**To do**
Collect from the data below each line with "graph".

#### The input

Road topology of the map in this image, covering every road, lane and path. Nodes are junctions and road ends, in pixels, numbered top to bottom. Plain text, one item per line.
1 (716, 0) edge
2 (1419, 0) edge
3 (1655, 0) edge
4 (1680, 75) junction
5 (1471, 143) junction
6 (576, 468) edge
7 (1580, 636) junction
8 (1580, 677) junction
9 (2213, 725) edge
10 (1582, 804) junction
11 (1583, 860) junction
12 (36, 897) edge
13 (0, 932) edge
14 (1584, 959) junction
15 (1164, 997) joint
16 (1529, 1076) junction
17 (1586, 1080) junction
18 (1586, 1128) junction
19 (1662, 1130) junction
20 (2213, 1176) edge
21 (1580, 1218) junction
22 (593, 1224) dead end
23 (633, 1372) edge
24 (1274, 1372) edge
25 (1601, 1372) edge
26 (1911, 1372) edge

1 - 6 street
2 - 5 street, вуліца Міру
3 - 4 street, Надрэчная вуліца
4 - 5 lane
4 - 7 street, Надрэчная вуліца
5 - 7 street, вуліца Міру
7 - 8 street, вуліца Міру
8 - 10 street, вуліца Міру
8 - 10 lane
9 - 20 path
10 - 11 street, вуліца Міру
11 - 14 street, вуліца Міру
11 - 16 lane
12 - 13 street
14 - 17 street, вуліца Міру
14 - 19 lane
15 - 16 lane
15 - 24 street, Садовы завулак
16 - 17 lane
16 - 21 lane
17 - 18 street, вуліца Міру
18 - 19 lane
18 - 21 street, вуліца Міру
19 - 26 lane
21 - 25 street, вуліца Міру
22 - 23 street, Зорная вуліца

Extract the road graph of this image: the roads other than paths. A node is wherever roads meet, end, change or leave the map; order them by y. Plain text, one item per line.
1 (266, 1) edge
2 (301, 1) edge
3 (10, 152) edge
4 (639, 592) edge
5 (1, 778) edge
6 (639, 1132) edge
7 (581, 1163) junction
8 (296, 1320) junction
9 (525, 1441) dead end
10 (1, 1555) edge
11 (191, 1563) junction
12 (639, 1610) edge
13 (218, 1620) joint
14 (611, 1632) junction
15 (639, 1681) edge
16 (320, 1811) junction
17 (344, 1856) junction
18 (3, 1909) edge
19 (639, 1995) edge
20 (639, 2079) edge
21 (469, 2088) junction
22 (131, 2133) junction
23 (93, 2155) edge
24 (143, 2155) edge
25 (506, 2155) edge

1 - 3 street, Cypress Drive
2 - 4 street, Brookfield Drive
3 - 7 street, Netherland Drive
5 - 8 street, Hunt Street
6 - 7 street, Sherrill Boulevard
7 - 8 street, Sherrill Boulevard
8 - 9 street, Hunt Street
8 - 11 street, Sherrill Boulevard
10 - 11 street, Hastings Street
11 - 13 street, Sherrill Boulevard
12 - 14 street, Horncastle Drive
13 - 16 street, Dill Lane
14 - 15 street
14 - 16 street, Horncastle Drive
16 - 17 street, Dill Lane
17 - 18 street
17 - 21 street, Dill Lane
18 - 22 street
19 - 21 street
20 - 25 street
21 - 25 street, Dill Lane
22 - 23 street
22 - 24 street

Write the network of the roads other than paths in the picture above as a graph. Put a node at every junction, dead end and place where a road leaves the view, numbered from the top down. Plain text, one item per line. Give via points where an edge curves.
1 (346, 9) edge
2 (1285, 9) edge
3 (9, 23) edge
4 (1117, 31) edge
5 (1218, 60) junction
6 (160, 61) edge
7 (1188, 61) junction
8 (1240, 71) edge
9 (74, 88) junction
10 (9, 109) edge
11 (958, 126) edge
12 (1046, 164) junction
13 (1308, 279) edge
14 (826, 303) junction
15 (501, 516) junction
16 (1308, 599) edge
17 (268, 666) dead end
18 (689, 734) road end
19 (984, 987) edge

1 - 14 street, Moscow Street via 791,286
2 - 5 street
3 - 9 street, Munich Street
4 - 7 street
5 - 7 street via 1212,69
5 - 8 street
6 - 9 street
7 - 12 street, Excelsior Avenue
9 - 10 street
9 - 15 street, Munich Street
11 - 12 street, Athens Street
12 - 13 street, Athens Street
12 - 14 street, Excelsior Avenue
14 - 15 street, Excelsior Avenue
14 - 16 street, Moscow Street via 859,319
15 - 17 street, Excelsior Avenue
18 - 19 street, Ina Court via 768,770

########

**Answer box**
Extract the road graph of this image: the roads other than paths. A node is wherever roads meet, end, change or leave the map; order them by y. Plain text, one item per line.
Write the network of the roads other than paths in the picture above as a graph. Put a node at every junction, dead end and place where a road leaves the view, numbered from the top down. Plain text, one item per line. Give via points where an edge curves.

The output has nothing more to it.